WORK REQUEST
Each line of the records containing "wrist" is to be copied out and returned.

SOURCE MATERIAL
════════════════════
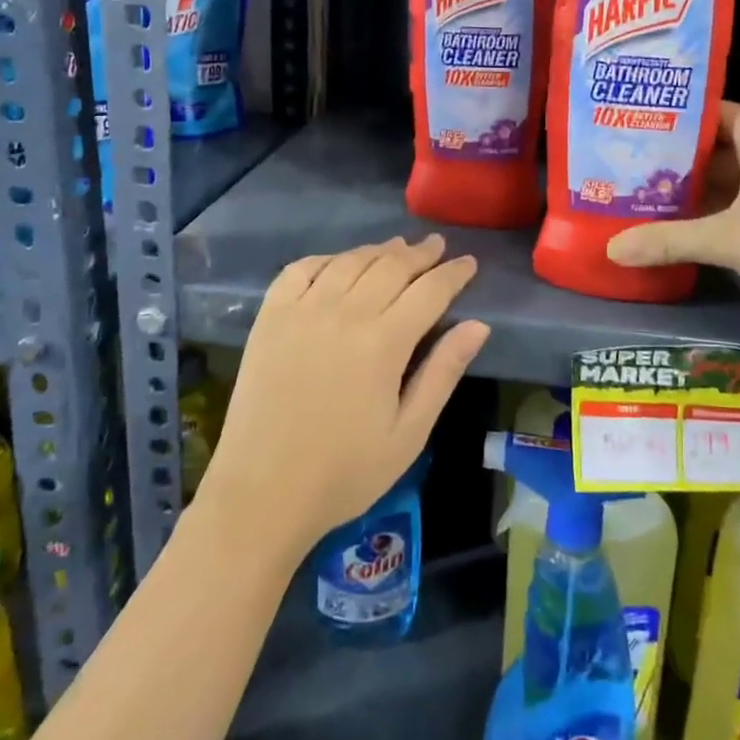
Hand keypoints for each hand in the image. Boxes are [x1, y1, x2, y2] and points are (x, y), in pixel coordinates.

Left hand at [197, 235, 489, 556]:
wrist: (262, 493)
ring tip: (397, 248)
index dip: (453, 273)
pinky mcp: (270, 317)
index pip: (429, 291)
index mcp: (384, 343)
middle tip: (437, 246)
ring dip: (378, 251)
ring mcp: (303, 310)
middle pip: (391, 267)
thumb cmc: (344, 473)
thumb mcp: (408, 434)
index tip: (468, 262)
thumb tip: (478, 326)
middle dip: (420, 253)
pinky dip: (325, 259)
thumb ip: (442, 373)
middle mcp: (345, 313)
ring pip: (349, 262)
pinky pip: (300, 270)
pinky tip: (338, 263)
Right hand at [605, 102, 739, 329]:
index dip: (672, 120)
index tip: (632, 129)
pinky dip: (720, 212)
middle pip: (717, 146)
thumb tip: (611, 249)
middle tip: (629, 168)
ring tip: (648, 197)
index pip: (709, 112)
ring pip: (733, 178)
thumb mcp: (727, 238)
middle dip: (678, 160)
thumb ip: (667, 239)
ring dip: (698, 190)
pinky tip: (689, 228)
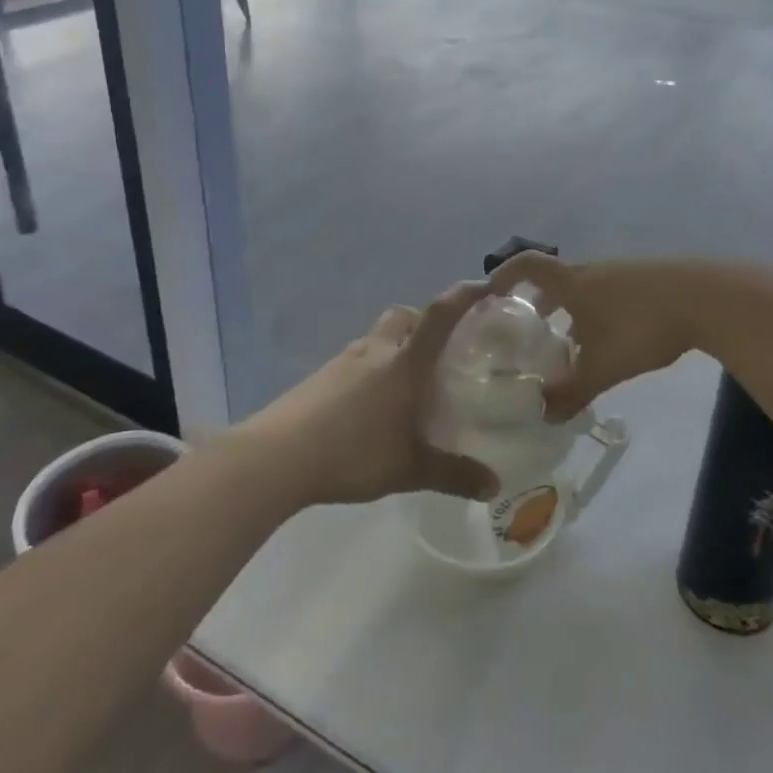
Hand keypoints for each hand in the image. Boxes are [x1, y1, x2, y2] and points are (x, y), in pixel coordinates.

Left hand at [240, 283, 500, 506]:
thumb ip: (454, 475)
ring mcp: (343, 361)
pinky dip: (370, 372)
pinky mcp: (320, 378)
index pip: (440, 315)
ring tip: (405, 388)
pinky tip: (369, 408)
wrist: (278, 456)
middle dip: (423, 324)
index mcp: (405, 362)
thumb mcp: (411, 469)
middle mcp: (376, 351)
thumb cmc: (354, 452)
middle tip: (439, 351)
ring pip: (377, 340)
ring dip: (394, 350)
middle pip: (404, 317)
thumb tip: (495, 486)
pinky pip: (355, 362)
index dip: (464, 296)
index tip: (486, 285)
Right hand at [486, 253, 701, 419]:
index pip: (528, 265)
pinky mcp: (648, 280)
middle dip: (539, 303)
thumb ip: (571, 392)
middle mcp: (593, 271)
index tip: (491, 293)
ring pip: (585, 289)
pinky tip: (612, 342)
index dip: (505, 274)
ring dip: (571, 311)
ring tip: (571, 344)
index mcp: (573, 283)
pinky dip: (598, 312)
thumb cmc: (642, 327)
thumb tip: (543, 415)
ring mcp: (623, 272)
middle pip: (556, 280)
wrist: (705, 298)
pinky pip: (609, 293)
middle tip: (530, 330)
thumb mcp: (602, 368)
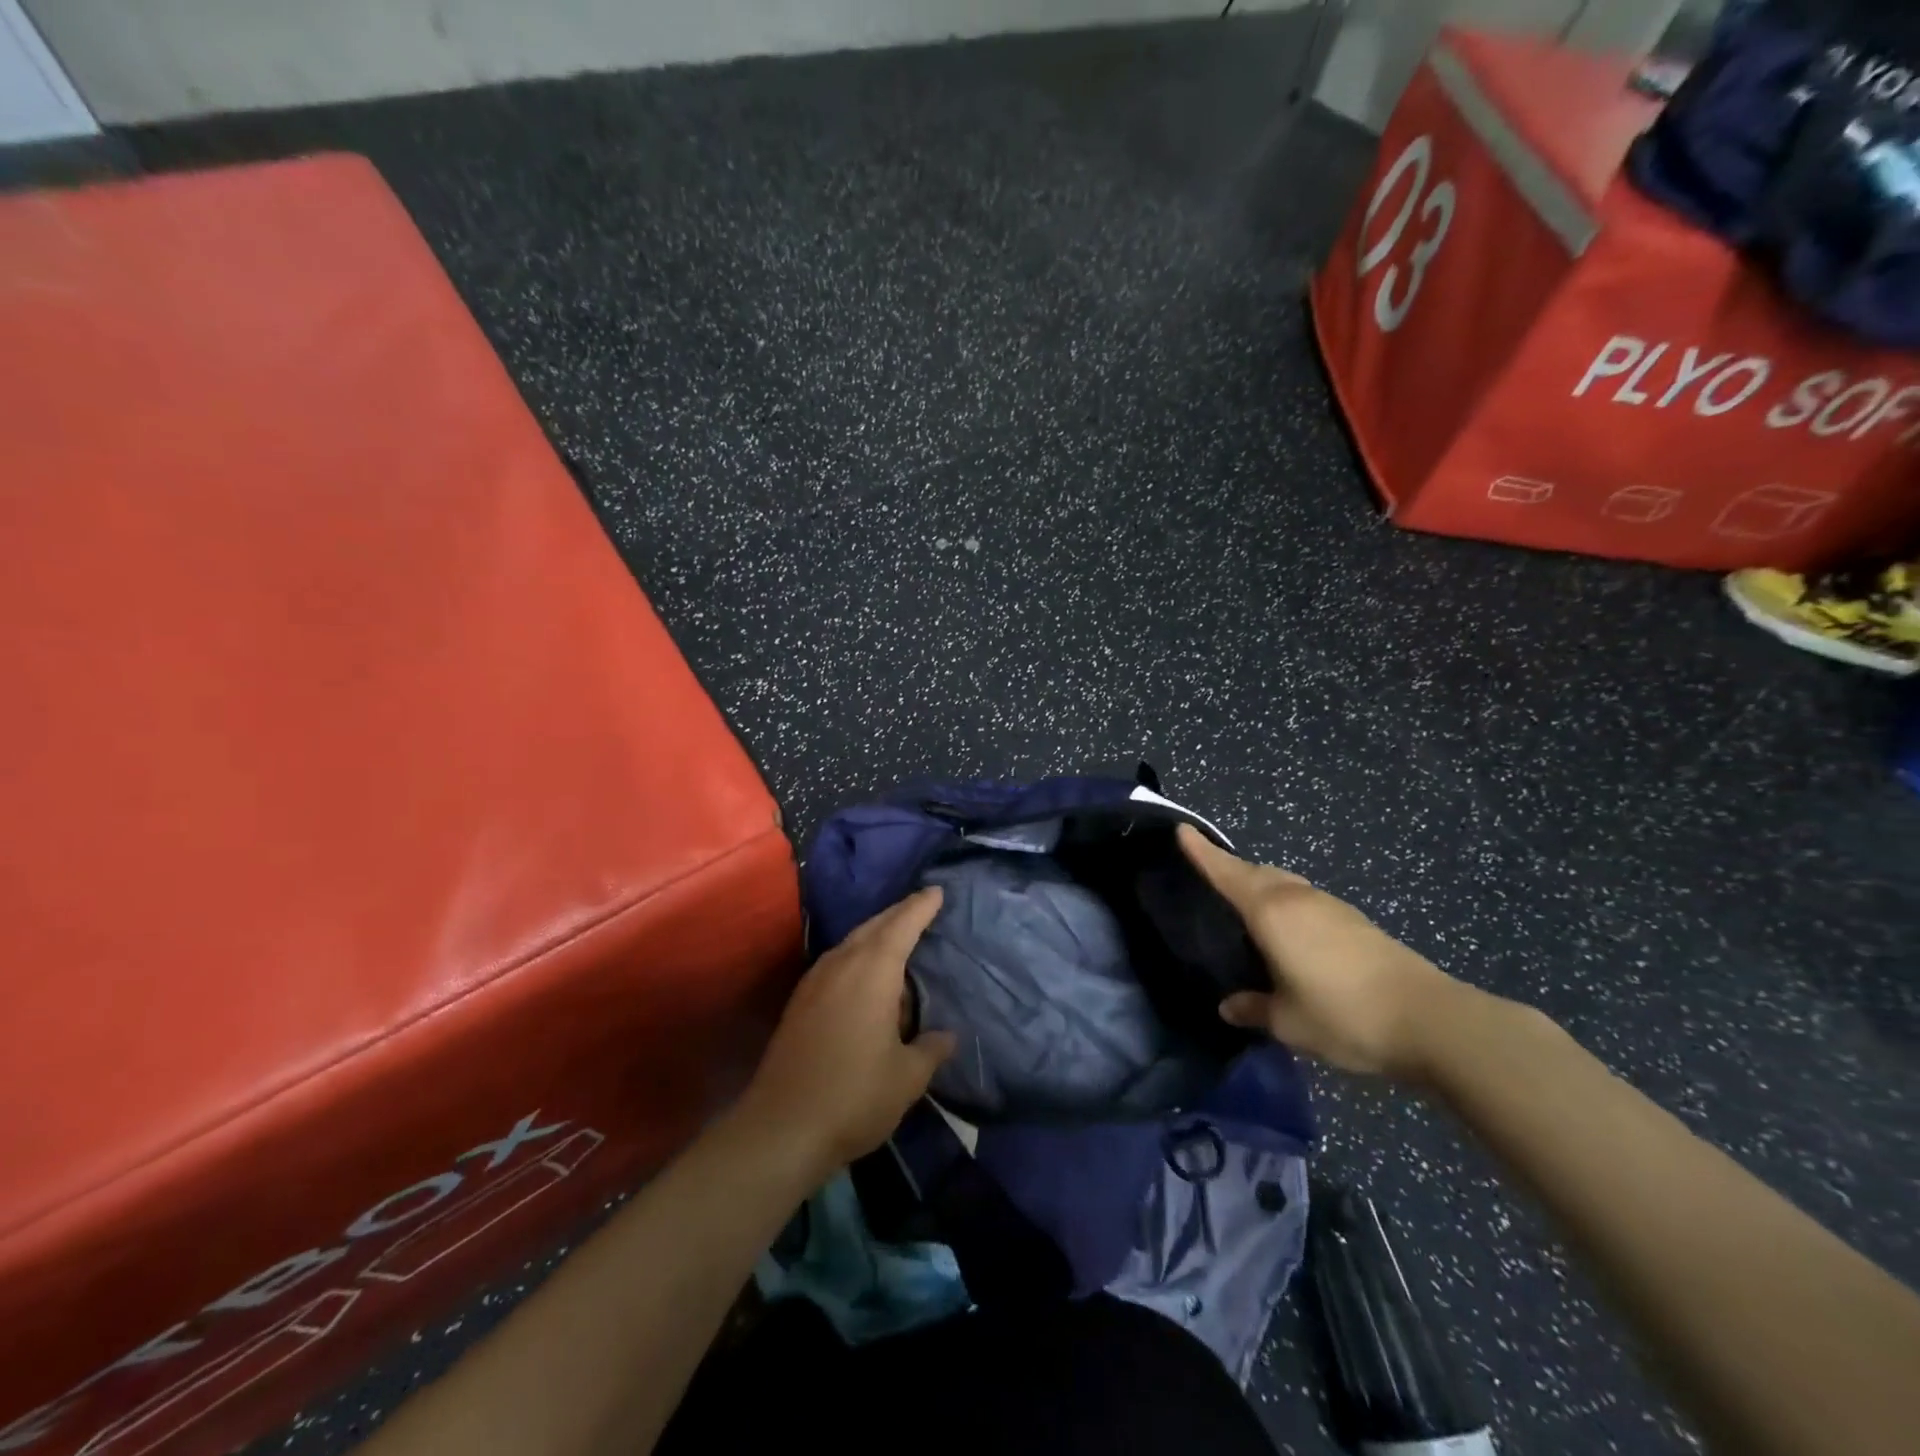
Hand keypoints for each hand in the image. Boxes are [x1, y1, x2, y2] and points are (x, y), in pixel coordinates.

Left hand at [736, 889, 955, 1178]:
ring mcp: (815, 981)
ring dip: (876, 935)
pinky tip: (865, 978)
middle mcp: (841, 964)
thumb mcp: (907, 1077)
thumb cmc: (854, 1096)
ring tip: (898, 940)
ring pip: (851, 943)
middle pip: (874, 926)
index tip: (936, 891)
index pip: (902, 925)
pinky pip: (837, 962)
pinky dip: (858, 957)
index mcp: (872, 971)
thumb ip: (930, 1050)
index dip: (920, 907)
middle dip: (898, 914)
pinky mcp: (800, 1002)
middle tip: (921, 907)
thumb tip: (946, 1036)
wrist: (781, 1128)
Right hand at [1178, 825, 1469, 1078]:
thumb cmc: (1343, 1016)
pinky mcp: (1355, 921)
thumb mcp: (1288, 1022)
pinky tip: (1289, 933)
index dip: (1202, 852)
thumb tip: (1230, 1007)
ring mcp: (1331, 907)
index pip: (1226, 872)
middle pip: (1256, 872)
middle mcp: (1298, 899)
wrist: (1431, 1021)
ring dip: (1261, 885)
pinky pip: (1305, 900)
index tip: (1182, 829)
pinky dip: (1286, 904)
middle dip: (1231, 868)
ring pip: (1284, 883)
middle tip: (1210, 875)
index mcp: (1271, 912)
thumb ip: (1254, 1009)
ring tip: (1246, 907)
════════════════════
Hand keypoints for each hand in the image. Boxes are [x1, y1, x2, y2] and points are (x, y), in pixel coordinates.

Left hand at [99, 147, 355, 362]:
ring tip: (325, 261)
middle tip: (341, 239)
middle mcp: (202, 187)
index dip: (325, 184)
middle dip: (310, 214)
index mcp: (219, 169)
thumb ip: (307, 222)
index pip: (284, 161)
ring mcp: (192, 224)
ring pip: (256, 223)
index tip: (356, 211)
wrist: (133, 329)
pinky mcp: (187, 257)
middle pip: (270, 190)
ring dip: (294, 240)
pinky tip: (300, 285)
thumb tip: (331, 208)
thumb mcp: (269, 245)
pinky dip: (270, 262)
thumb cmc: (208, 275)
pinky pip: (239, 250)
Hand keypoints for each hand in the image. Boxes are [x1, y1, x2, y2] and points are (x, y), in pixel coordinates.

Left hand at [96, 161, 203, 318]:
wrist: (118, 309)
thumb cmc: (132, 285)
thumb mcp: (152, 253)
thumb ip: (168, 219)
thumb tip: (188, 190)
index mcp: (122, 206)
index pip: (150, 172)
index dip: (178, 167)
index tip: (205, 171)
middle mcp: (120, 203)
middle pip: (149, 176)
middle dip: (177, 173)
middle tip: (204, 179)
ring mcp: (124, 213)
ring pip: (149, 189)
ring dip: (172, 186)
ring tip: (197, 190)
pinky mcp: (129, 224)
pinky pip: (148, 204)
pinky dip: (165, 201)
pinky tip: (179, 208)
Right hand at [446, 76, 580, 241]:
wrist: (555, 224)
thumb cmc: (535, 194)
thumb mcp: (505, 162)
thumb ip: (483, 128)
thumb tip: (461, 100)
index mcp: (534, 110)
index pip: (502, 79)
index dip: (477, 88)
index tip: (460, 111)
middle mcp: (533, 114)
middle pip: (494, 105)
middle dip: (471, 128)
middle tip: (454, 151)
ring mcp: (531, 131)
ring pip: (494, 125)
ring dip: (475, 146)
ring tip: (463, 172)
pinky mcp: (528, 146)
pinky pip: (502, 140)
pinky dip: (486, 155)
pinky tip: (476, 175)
════════════════════
SOLUTION
wrist: (262, 493)
wrist: (278, 456)
wrist: (705, 298)
wrist: (781, 1128)
wrist: (1431, 1021)
wrist: (133, 329)
wrist: (118, 309)
wrist: (555, 224)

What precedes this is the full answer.